Biden Administration Ensures Unaccompanied Minors’ Abortion Access After Overturn of Roe v. Wade

Biden Administration Ensures Unaccompanied Minors’ Abortion Access After Overturn of Roe v. Wade
A Border Patrol agent organizes a large group of illegal immigrants near Eagle Pass, Texas, on May 20, 2022. (Charlotte Cuthbertson/The Epoch Times)
Terri Wu
11/11/2022
Updated:
11/20/2022
0:00

The Biden administration has revised field guidance to ensure pregnant unaccompanied minors abortion access after the Supreme Court returned the abortion decision to states by overturning Roe v. Wade in June.

According to the guidance (pdf) the Office of Refugee Resettlement (ORR) revised on Nov. 10, field specialists should prioritize placement of pregnant unaccompanied minors who requested an abortion in a state that allows abortions.

“The only instance in which a transfer may be made to a state that does not provide abortion access is if such a transfer will facilitate access to an abortion, such as providing a travel route, because the UC [unaccompanied child] will be placed in a different ORR facility geographically close to lawful abortion care,” the revised guidance reads.

Further, the rules require ORR staff to submit a transfer request “without delay and no later than within 24 hours of the UC’s request for an abortion.”

And the ORR field guidance makes an abortion a matter between the unaccompanied child, the ORR, and the medical staff who execute the operation. It states that the ORR and medical staff “must not communicate information about a UC’s pregnancy (including the fact of the pregnancy) or UC’s decision on whether to have an abortion (before or after the abortion) to individuals other than ORR federal staff and care providers directly involved in the UC’s case.”
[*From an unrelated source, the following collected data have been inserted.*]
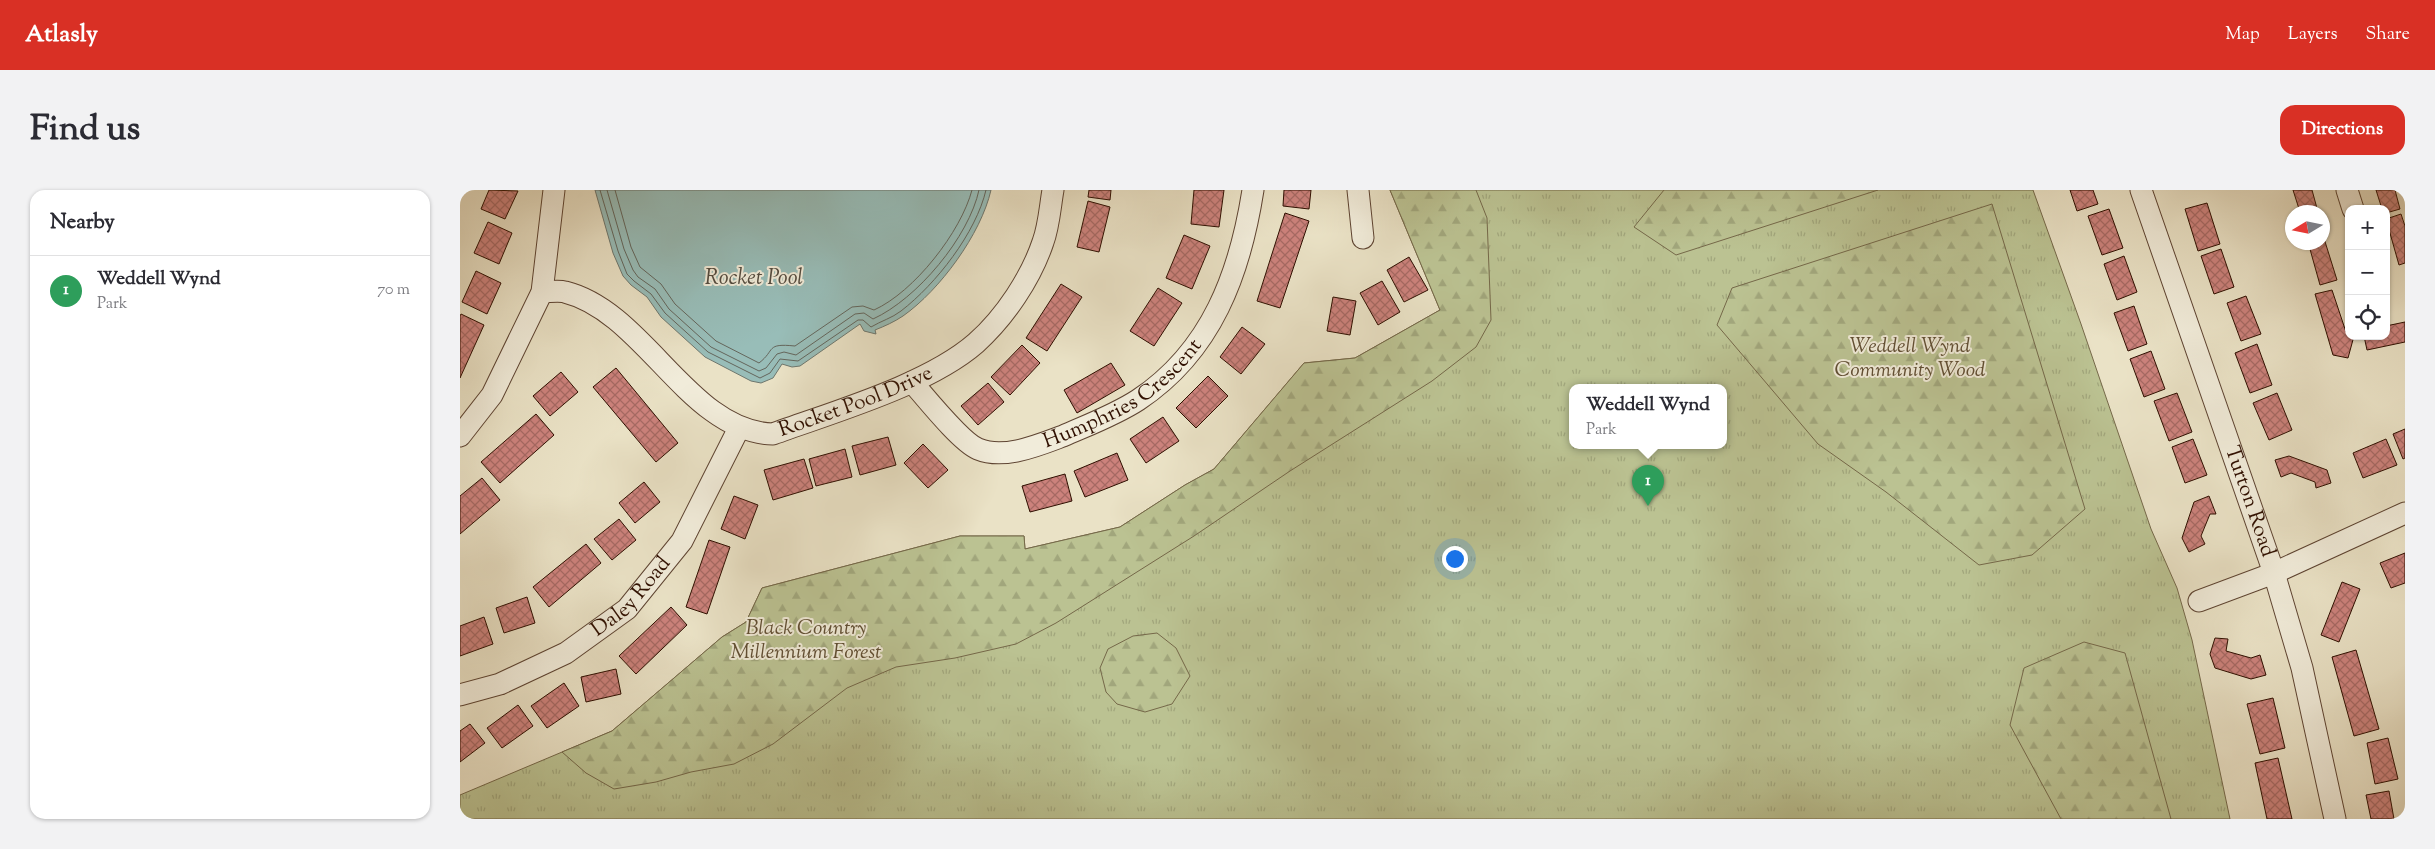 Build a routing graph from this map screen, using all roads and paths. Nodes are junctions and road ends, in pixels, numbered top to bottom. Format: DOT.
graph roads {
  1 [pos="554,190"];
  2 [pos="1053,190"];
  3 [pos="1253,190"];
  4 [pos="1358,190"];
  5 [pos="2141,190"];
  6 [pos="2347,190"];
  7 [pos="2352,205"];
  8 [pos="1363,238"];
  9 [pos="542,292"];
  10 [pos="912,382"];
  11 [pos="738,428"];
  12 [pos="460,436"];
  13 [pos="2405,513"];
  14 [pos="2274,573"];
  15 [pos="2199,601"];
  16 [pos="460,695"];
  17 [pos="2335,819"];
  1 -- 9 [label="street"];
  2 -- 10 [label="street, Rocket Pool Drive"];
  3 -- 10 [label="street, Humphries Crescent"];
  4 -- 8 [label="street"];
  5 -- 14 [label="street, Turton Road"];
  6 -- 7 [label="street"];
  9 -- 11 [label="street, Rocket Pool Drive"];
  9 -- 12 [label="street"];
  10 -- 11 [label="street, Rocket Pool Drive"];
  11 -- 16 [label="street, Daley Road"];
  13 -- 14 [label="street"];
  14 -- 15 [label="street"];
  14 -- 17 [label="street, Turton Road"];
} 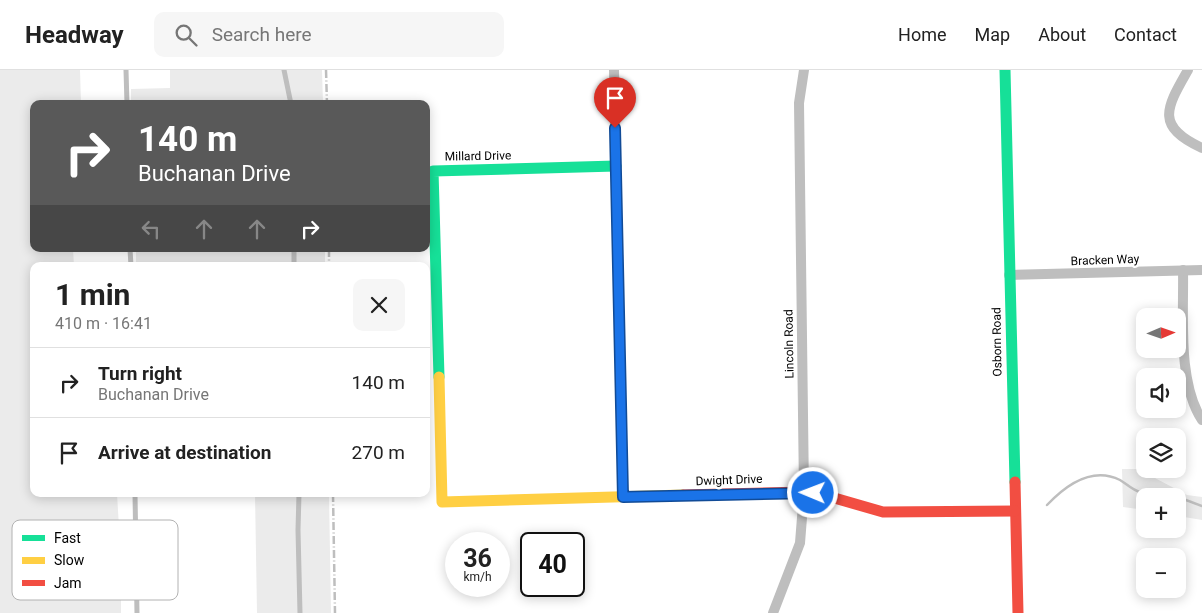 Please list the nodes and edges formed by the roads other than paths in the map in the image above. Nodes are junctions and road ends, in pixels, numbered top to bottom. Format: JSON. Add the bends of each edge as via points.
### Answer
{"nodes":[{"id":1,"x":126,"y":70,"type":"edge"},
{"id":2,"x":284,"y":70,"type":"edge"},
{"id":3,"x":614,"y":70,"type":"edge"},
{"id":4,"x":804,"y":70,"type":"edge"},
{"id":5,"x":1005,"y":70,"type":"edge"},
{"id":6,"x":1188,"y":70,"type":"edge"},
{"id":7,"x":127,"y":100,"type":"edge"},
{"id":8,"x":290,"y":100,"type":"edge"},
{"id":9,"x":1202,"y":148,"type":"edge"},
{"id":10,"x":616,"y":166,"type":"junction"},
{"id":11,"x":1183,"y":270,"type":"junction"},
{"id":12,"x":1202,"y":270,"type":"edge"},
{"id":13,"x":1010,"y":275,"type":"junction"},
{"id":14,"x":1202,"y":420,"type":"edge"},
{"id":15,"x":804,"y":492,"type":"junction"},
{"id":16,"x":135,"y":497,"type":"edge"},
{"id":17,"x":299,"y":497,"type":"edge"},
{"id":18,"x":623,"y":497,"type":"junction"},
{"id":19,"x":442,"y":502,"type":"joint"},
{"id":20,"x":1014,"y":511,"type":"junction"},
{"id":21,"x":135,"y":520,"type":"edge"},
{"id":22,"x":137,"y":600,"type":"edge"},
{"id":23,"x":137,"y":613,"type":"edge"},
{"id":24,"x":300,"y":613,"type":"edge"},
{"id":25,"x":773,"y":613,"type":"edge"},
{"id":26,"x":1018,"y":613,"type":"edge"}],
"edges":[{"from":1,"to":7,"type":"lane"},
{"from":2,"to":8,"type":"lane"},
{"from":3,"to":10,"type":"street"},
{"from":4,"to":15,"type":"street","name":"Lincoln Road","via":[[799,103]]},
{"from":5,"to":13,"type":"street","name":"Osborn Road"},
{"from":6,"to":9,"type":"street","via":[[1170,102],[1169,116],[1174,129]]},
{"from":10,"to":18,"type":"street"},
{"from":10,"to":19,"type":"street","name":"Millard Drive","via":[[433,171]]},
{"from":11,"to":12,"type":"street","name":"Bracken Way"},
{"from":11,"to":13,"type":"street","name":"Bracken Way"},
{"from":11,"to":14,"type":"street","via":[[1185,363],[1191,393]]},
{"from":13,"to":20,"type":"street","name":"Osborn Road"},
{"from":15,"to":18,"type":"street","name":"Dwight Drive"},
{"from":15,"to":20,"type":"street","name":"Dwight Drive","via":[[824,494],[883,512]]},
{"from":15,"to":25,"type":"street","name":"Lincoln Road","via":[[800,543]]},
{"from":16,"to":21,"type":"lane"},
{"from":17,"to":24,"type":"lane"},
{"from":18,"to":19,"type":"street","name":"Dwight Drive"},
{"from":20,"to":26,"type":"street","name":"Osborn Road"},
{"from":22,"to":23,"type":"lane"}]}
On June 24, the Supreme Court overturned Roe v. Wade, the seminal 1973 precedent that essentially legalized abortion in the United States.

In the majority opinion, Justice Samuel Alito wrote that in the first 185 years after the U.S. Constitution was adopted, “each state was permitted to address this issue in accordance with the views of its citizens,” but then, in 1973, the Supreme Court decided Roe v. Wade. Despite the Constitution not mentioning abortion, the court found that “it confers a broad right to obtain one.”

The court made no claim “that American law or the common law had ever recognized such a right, and its survey of history ranged from the constitutionally irrelevant (e.g., its discussion of abortion in antiquity) to the plainly incorrect (e.g., its assertion that abortion was probably never a crime under the common law),” Alito wrote.

The October 2021 version of the ORR field guidance (pdf) centered around circumventing Texas in placing pregnant unaccompanied children who wanted an abortion. In September 2021, Texas passed a Senate bill (pdf) that outlawed most abortions in the state.

The ORR is a subsidiary of the Department of Health and Human Services.